One way ecommerce fashion brands can ameliorate this problem is to address one of the prime culprits; size related returns. It’s why KidsShoes.com, which sells kids dress shoes and boots (a space notorious for size-related returns) has created a unique iPad application in which parents can place their child’s foot on the tablet to ensure they order shoes that fit perfectly:
To incentivize parents to use the iPad sizing application, KidsShoes offers parents rewards for using the tool to ensure a proper fit. Besides providing parents peace of mind and reducing KidsShoes’ return rate, the sizing application is integrated with a holistic rewards program that also allows parents to earn KidDollars and redeem them for discounts for engaging in a variety of behaviors the company deems valuable.
Incentivizing customer behavior aligned with specific business objectives has resulted in the following:
- 3,000 desired customer actions taken
- 5X ROI in just three months
Loyalty Spotlight #3: Leveraging Loyalty to Fill the Funnel With Referrals
To build your base of loyal customers you must always be acquiring new ones…

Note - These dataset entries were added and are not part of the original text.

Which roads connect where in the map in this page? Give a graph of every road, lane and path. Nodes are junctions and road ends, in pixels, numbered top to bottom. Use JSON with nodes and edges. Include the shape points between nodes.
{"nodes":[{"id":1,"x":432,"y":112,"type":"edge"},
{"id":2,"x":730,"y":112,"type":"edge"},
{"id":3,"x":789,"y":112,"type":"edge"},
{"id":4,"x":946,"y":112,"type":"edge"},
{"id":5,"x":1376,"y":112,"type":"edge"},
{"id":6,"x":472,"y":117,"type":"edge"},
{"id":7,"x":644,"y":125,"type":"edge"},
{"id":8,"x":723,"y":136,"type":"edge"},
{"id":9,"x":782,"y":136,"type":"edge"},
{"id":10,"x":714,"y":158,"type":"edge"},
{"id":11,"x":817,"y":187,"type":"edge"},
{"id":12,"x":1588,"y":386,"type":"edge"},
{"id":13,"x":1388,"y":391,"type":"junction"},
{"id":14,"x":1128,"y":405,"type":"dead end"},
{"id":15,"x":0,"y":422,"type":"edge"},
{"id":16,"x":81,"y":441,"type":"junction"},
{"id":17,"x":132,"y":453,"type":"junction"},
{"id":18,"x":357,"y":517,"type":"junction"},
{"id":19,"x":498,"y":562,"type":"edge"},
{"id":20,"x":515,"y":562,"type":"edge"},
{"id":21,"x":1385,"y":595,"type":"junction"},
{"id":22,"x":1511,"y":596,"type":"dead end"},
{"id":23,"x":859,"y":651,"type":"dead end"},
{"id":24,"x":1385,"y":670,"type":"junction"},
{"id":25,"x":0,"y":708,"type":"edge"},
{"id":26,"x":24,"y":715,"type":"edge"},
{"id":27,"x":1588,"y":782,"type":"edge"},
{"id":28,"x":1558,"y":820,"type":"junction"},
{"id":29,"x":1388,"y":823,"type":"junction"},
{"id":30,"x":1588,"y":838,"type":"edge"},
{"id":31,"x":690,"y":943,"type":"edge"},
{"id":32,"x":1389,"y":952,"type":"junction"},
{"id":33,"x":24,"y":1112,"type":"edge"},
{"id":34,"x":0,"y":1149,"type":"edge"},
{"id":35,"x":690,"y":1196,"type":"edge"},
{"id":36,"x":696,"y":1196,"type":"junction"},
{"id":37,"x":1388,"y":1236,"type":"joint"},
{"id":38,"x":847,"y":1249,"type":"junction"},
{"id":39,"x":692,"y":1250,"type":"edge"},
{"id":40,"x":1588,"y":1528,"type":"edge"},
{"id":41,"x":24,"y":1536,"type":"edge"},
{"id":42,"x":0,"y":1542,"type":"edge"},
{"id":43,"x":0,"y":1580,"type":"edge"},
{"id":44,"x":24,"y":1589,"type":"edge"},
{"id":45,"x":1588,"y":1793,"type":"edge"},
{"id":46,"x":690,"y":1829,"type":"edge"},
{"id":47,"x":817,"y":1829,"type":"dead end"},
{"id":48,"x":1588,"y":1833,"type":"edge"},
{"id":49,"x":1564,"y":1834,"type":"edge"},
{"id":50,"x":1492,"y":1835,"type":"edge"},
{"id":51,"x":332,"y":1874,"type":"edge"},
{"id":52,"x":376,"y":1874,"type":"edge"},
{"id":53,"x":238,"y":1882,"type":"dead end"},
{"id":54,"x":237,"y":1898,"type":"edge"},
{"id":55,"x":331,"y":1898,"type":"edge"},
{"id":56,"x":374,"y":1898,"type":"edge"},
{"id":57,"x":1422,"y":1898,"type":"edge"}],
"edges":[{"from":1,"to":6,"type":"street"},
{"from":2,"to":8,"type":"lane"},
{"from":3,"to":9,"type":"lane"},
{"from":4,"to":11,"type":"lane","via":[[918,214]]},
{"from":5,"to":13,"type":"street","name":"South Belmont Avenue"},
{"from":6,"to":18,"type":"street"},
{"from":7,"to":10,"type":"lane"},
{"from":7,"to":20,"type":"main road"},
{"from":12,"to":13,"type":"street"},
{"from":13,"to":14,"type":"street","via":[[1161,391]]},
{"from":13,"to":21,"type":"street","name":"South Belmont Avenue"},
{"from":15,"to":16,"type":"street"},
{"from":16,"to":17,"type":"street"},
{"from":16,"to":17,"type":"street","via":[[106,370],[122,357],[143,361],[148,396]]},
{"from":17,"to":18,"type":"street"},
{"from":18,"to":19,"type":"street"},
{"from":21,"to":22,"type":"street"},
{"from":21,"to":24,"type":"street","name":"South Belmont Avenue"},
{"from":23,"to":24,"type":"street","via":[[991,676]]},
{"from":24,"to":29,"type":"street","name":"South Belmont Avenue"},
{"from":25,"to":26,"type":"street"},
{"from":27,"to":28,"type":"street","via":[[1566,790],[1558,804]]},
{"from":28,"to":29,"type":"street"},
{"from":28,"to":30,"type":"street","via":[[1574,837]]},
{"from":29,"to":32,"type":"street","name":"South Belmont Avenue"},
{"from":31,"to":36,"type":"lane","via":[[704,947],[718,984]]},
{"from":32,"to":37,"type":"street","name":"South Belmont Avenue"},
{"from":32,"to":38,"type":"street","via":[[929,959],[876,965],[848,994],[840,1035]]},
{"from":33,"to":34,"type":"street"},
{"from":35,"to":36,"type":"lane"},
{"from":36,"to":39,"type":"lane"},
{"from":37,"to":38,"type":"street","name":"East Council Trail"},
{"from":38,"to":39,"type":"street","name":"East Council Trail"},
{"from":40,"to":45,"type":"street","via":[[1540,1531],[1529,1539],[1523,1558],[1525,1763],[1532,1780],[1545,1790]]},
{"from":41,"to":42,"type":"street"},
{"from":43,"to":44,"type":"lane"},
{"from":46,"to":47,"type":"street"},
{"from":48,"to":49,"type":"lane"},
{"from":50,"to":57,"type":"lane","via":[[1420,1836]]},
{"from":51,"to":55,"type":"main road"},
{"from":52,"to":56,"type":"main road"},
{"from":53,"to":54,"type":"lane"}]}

One way to cost-effectively fill funnel and acquire new customers is to intelligently integrate referrals with your rewards program. This is exactly how Cairn, a provider of subscription boxes for outdoor enthusiasts, incentivizes existing customers to become de facto sales associates.
In addition to offering rewards points in return for completing a demographic profile or leaving product feedback (which yields valuable insight that directs mission-critical decisions), Cairn offers existing customers rewards for referring their friends:
To earn points, fans of the Cairn brand use a special referral link that helps the company track how often the referral link is shared and clicked on:
Besides prompting Cairn customers to take tens of thousands of actions, Cairn’s loyalty program has doubled the number of referrals, including:
- 2,000 referral link shares
- 20,000 referral link clicks
- 100% increase in referrals
Tailoring Loyalty For Success
If you want customers to be loyal it’s important that you be loyal first.
When designed as a value-creation tool for both brand and customer, rewards programs for certain brands generate as much of sixty-percent of their revenue. Ensure your rewards program generates two-way loyalty by:
- Incentivizing behaviors beyond purchases that yield actionable insight and intelligence, and allow you to make better business decisions.
- Focusing incentives on behavior that aligns with specific business objectives such as reducing inflated return rates.
- Incentivizing existing customers to refer their friends and fill the sales funnel with prospects you can later work to retain.
Rewards alone may not be sufficient to drive long-term growth, but thoughtfully tailoring loyalty to lift customer retention, and incentivizing the right behaviors can help position your brand to outperform its peers tomorrow and beyond.